- [TASK ITEM]
Return the entries below verbatim. Pictures stay out.
++++ MATERIAL PROVIDED ++++
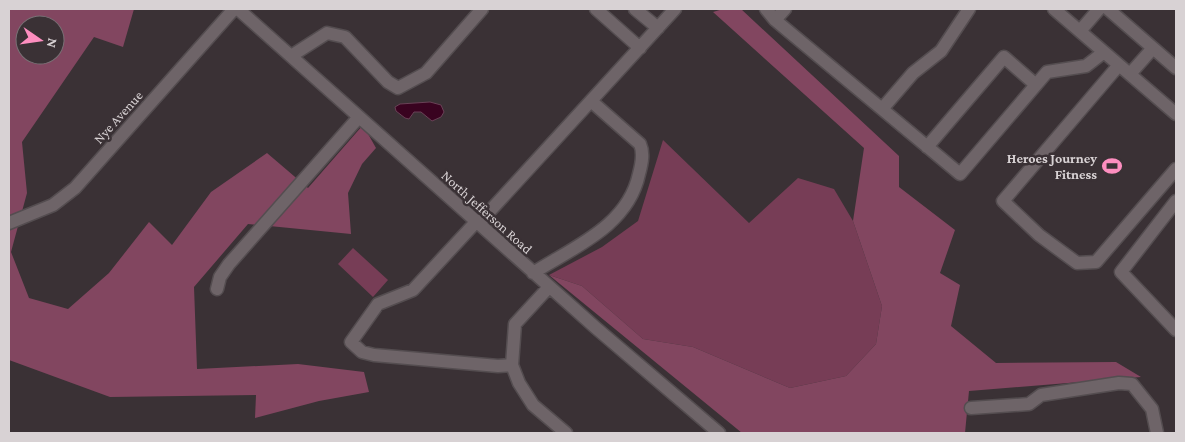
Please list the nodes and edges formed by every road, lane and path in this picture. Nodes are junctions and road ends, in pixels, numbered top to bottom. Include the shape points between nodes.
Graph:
1 (234, 9) edge
2 (238, 9) edge
3 (482, 9) edge
4 (596, 9) edge
5 (636, 9) edge
6 (674, 9) edge
7 (766, 9) edge
8 (784, 9) edge
9 (969, 9) edge
10 (1054, 9) edge
11 (1099, 9) edge
12 (1108, 9) edge
13 (775, 20) junction
14 (658, 28) junction
15 (1080, 31) junction
16 (640, 48) junction
17 (1153, 48) junction
18 (1104, 52) junction
19 (291, 56) junction
20 (1119, 65) junction
21 (1176, 68) edge
22 (1130, 74) junction
23 (1036, 85) junction
24 (591, 101) junction
25 (882, 109) junction
26 (1176, 114) edge
27 (359, 117) junction
28 (927, 148) junction
29 (1176, 169) edge
30 (1176, 201) edge
31 (9, 223) edge
32 (477, 223) junction
33 (533, 273) junction
34 (549, 287) junction
35 (217, 289) dead end
36 (1176, 330) edge
37 (512, 365) junction
38 (970, 408) dead end
39 (566, 433) edge
40 (719, 433) edge
41 (1157, 433) edge

1 - 31 street, Nye Avenue via 75,188 53,205
2 - 19 street, North Jefferson Road
3 - 19 street via 426,73 398,88 388,82 345,37 327,33
4 - 16 street
5 - 14 street
6 - 14 street
7 - 13 street
8 - 13 street
9 - 25 street via 941,51 913,73
10 - 15 street
11 - 15 street
12 - 17 street
13 - 25 street
14 - 16 street
15 - 18 street
16 - 24 street
17 - 21 street
17 - 22 street
18 - 20 street
18 - 23 street via 1086,66 1047,72
19 - 27 street, North Jefferson Road
20 - 22 street
20 - 29 street via 1003,201 1039,235 1077,263 1096,262
22 - 26 street
23 - 28 street via 960,174
23 - 28 street via 1004,57
24 - 32 street
24 - 33 street via 640,144 643,151 636,184 624,207 603,229 586,243
25 - 28 street
27 - 32 street, North Jefferson Road
27 - 35 street via 229,264
30 - 36 street via 1121,272
32 - 33 street, North Jefferson Road
32 - 37 street via 413,290 378,304 351,342 362,352 374,355
33 - 34 street, North Jefferson Road
34 - 37 street via 515,324
34 - 40 street, North Jefferson Road
37 - 39 street via 533,405
38 - 41 street via 1029,404 1040,394 1132,384 1152,409

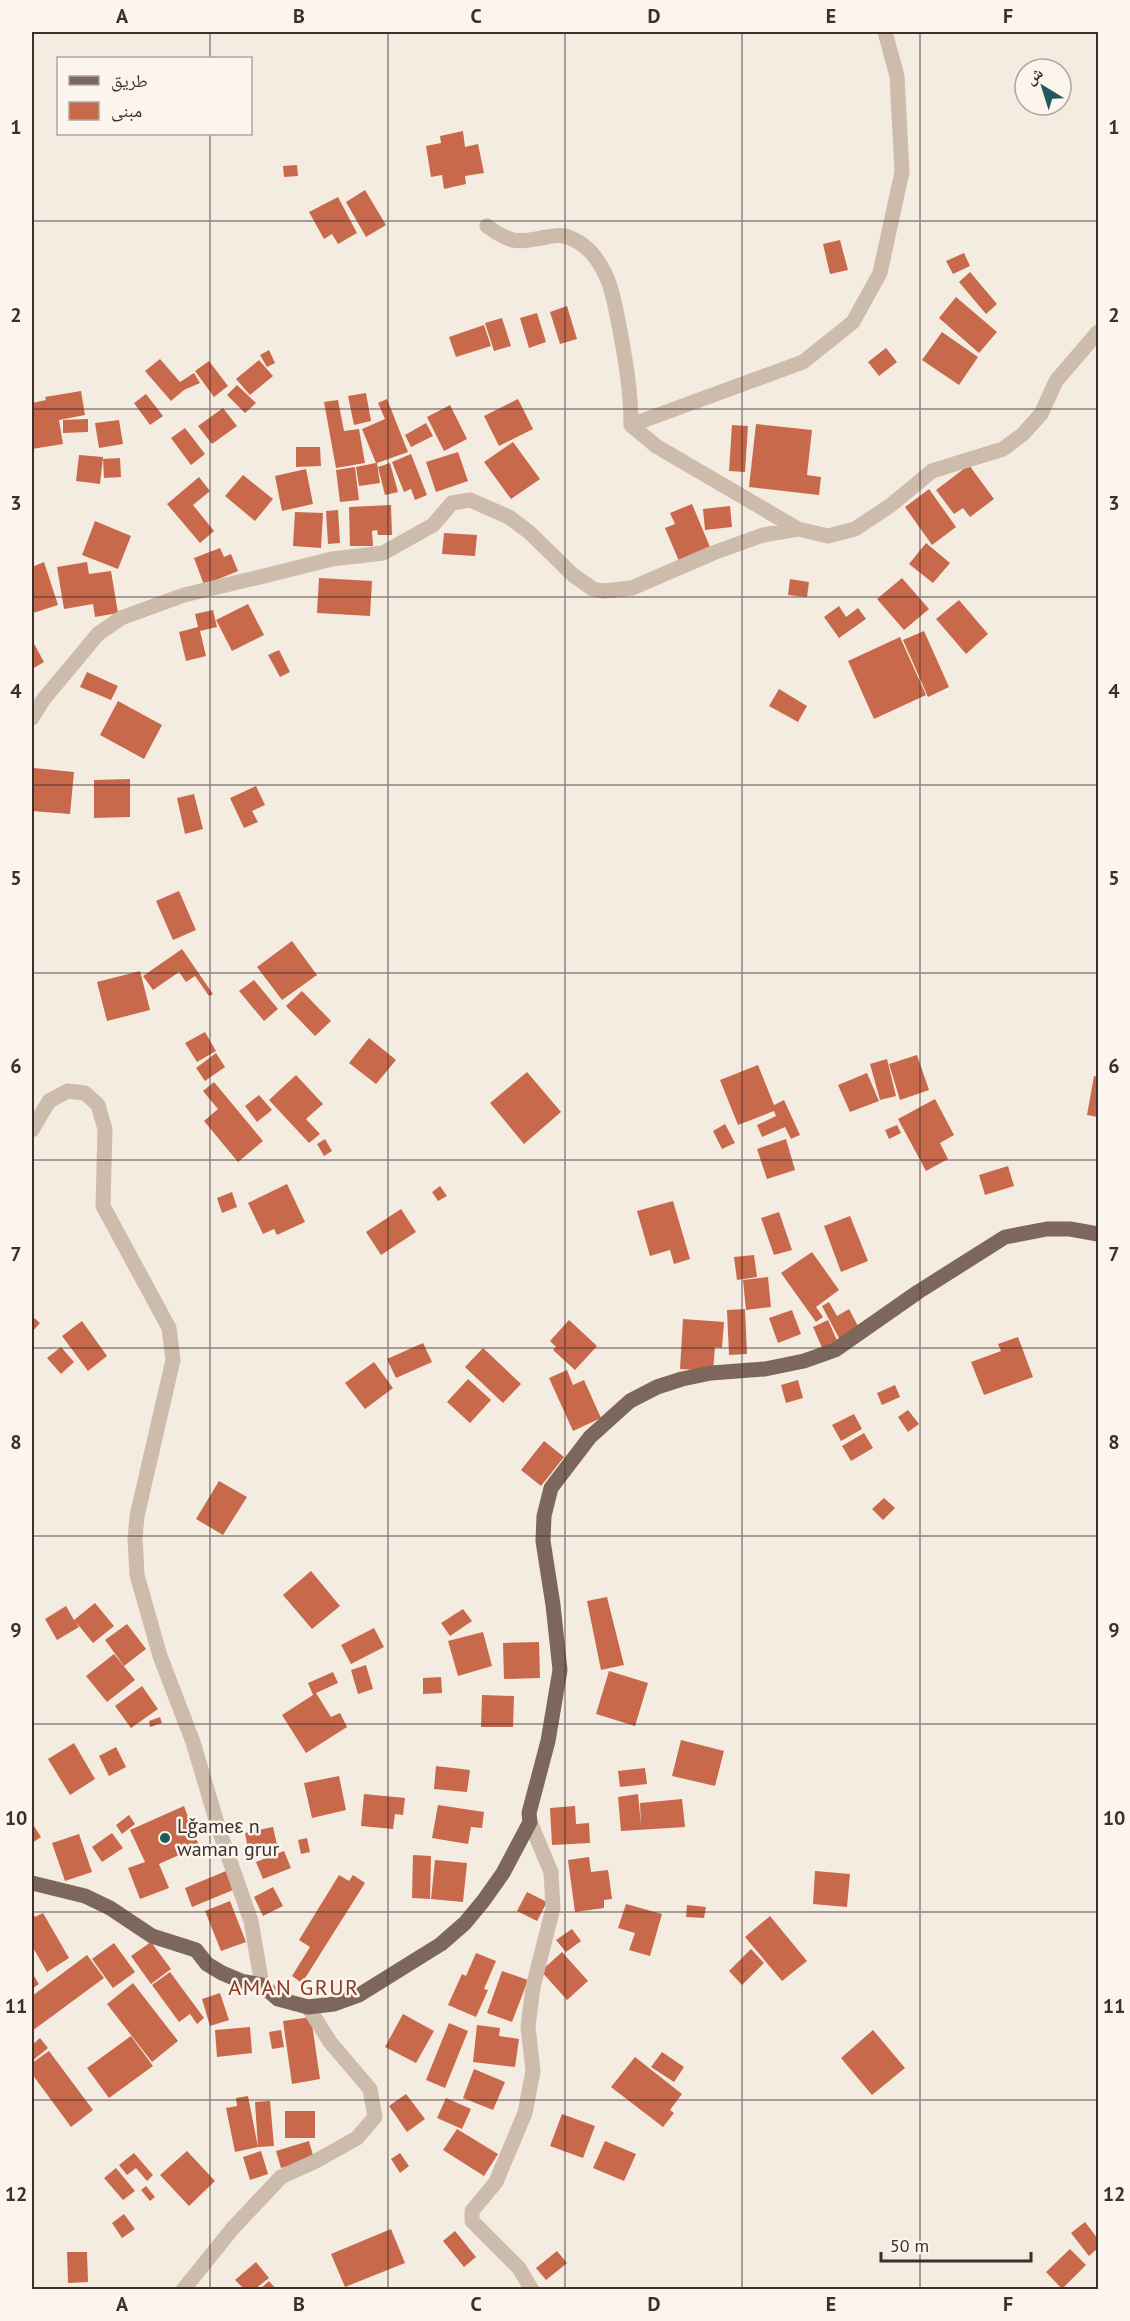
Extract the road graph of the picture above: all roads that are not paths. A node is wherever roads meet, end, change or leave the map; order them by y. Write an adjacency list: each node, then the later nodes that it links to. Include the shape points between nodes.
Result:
1 (885, 32): 4 (street, via 897,76 903,172 880,273 853,322 802,362)
2 (487, 226): 4 (street, via 520,243 562,235 594,254 612,293 627,364)
3 (1098, 332): 5 (street, via 1056,381 1041,414 1003,449 932,471 855,530 828,536)
4 (631, 425): 5 (street, via 656,446)
5 (798, 529): 6 (street, via 763,535 632,588 603,591 573,575 509,516 470,500 452,503 433,525 383,554 332,559 184,595 121,618 98,634)
6 (32, 718)
7 (32, 1130): 11 (street, via 50,1101 68,1091 85,1093 98,1105 105,1129 103,1206 169,1328 173,1360 137,1516 137,1575 160,1656 193,1742 251,1921)
8 (1098, 1234): 9 (main road, via 1047,1229 1005,1237 835,1350 804,1361 711,1373 657,1387 630,1401 591,1437 551,1488 544,1516 543,1541 560,1670)
9 (530, 1822): 12 (main road, via 484,1900 441,1944 359,1995 334,2004); 14 (street, via 551,1872 553,1908 530,2007 533,2071 525,2113 496,2182 472,2211 472,2221 519,2268)
10 (32, 1883): 11 (main road, via 85,1896 152,1936 196,1950 207,1964 222,1973)
11 (262, 1986): 12 (main road, via 278,1999)
12 (308, 2007): 13 (street, via 330,2042 370,2089 375,2117 357,2138 281,2177)
13 (183, 2289)
14 (532, 2289)

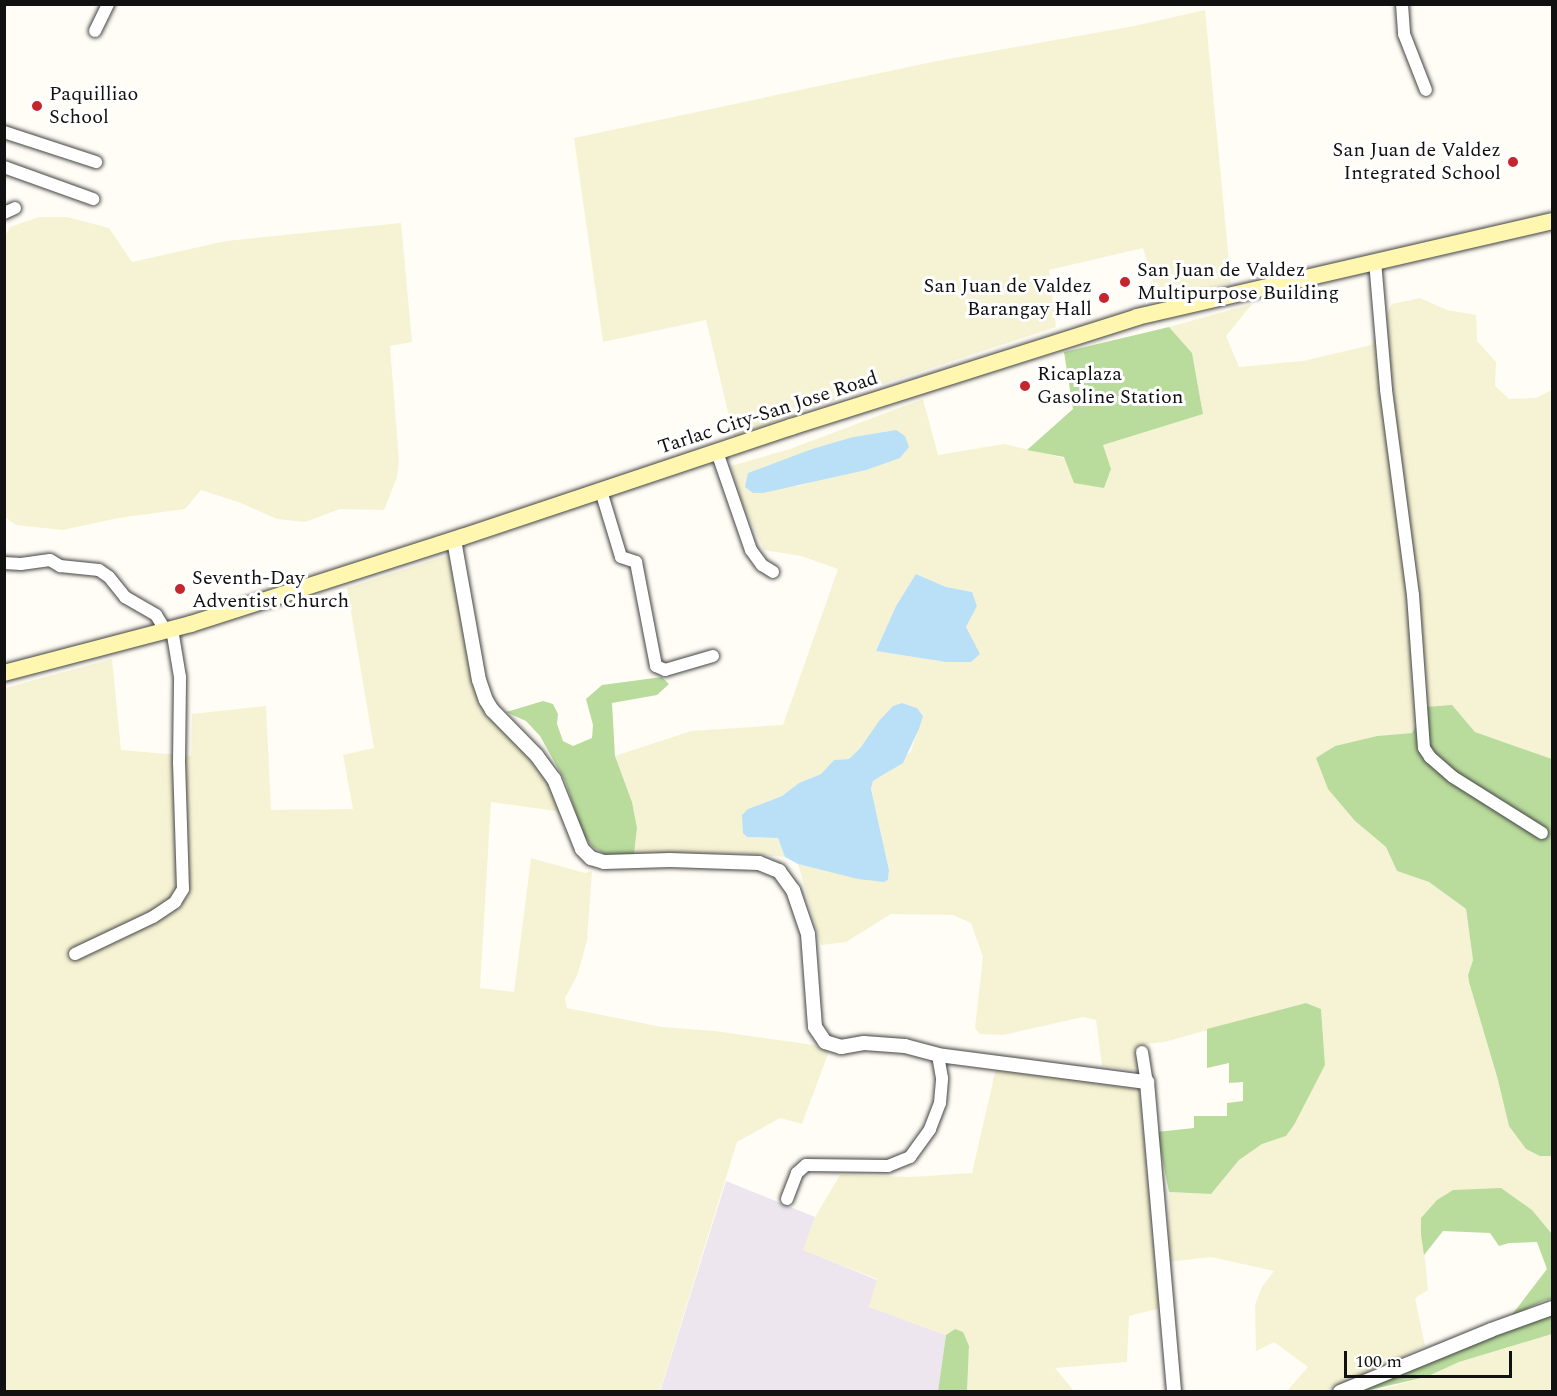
++++
- [COMPLETED EXERCISE]
Please list the nodes and edges formed by every road, lane and path in this picture. Nodes are junctions and road ends, in pixels, numbered top to bottom. Include the shape points between nodes.
Graph:
1 (234, 9) edge
2 (238, 9) edge
3 (482, 9) edge
4 (596, 9) edge
5 (636, 9) edge
6 (674, 9) edge
7 (766, 9) edge
8 (784, 9) edge
9 (969, 9) edge
10 (1054, 9) edge
11 (1099, 9) edge
12 (1108, 9) edge
13 (775, 20) junction
14 (658, 28) junction
15 (1080, 31) junction
16 (640, 48) junction
17 (1153, 48) junction
18 (1104, 52) junction
19 (291, 56) junction
20 (1119, 65) junction
21 (1176, 68) edge
22 (1130, 74) junction
23 (1036, 85) junction
24 (591, 101) junction
25 (882, 109) junction
26 (1176, 114) edge
27 (359, 117) junction
28 (927, 148) junction
29 (1176, 169) edge
30 (1176, 201) edge
31 (9, 223) edge
32 (477, 223) junction
33 (533, 273) junction
34 (549, 287) junction
35 (217, 289) dead end
36 (1176, 330) edge
37 (512, 365) junction
38 (970, 408) dead end
39 (566, 433) edge
40 (719, 433) edge
41 (1157, 433) edge

1 - 31 street, Nye Avenue via 75,188 53,205
2 - 19 street, North Jefferson Road
3 - 19 street via 426,73 398,88 388,82 345,37 327,33
4 - 16 street
5 - 14 street
6 - 14 street
7 - 13 street
8 - 13 street
9 - 25 street via 941,51 913,73
10 - 15 street
11 - 15 street
12 - 17 street
13 - 25 street
14 - 16 street
15 - 18 street
16 - 24 street
17 - 21 street
17 - 22 street
18 - 20 street
18 - 23 street via 1086,66 1047,72
19 - 27 street, North Jefferson Road
20 - 22 street
20 - 29 street via 1003,201 1039,235 1077,263 1096,262
22 - 26 street
23 - 28 street via 960,174
23 - 28 street via 1004,57
24 - 32 street
24 - 33 street via 640,144 643,151 636,184 624,207 603,229 586,243
25 - 28 street
27 - 32 street, North Jefferson Road
27 - 35 street via 229,264
30 - 36 street via 1121,272
32 - 33 street, North Jefferson Road
32 - 37 street via 413,290 378,304 351,342 362,352 374,355
33 - 34 street, North Jefferson Road
34 - 37 street via 515,324
34 - 40 street, North Jefferson Road
37 - 39 street via 533,405
38 - 41 street via 1029,404 1040,394 1132,384 1152,409

Extract the road graph of the picture above: all roads that are not paths. A node is wherever roads meet, end, change or leave the map; order them by y. Write an adjacency list: each node, then the later nodes that it links to. Include the shape points between nodes.
Result:
1 (885, 32): 4 (street, via 897,76 903,172 880,273 853,322 802,362)
2 (487, 226): 4 (street, via 520,243 562,235 594,254 612,293 627,364)
3 (1098, 332): 5 (street, via 1056,381 1041,414 1003,449 932,471 855,530 828,536)
4 (631, 425): 5 (street, via 656,446)
5 (798, 529): 6 (street, via 763,535 632,588 603,591 573,575 509,516 470,500 452,503 433,525 383,554 332,559 184,595 121,618 98,634)
6 (32, 718)
7 (32, 1130): 11 (street, via 50,1101 68,1091 85,1093 98,1105 105,1129 103,1206 169,1328 173,1360 137,1516 137,1575 160,1656 193,1742 251,1921)
8 (1098, 1234): 9 (main road, via 1047,1229 1005,1237 835,1350 804,1361 711,1373 657,1387 630,1401 591,1437 551,1488 544,1516 543,1541 560,1670)
9 (530, 1822): 12 (main road, via 484,1900 441,1944 359,1995 334,2004); 14 (street, via 551,1872 553,1908 530,2007 533,2071 525,2113 496,2182 472,2211 472,2221 519,2268)
10 (32, 1883): 11 (main road, via 85,1896 152,1936 196,1950 207,1964 222,1973)
11 (262, 1986): 12 (main road, via 278,1999)
12 (308, 2007): 13 (street, via 330,2042 370,2089 375,2117 357,2138 281,2177)
13 (183, 2289)
14 (532, 2289)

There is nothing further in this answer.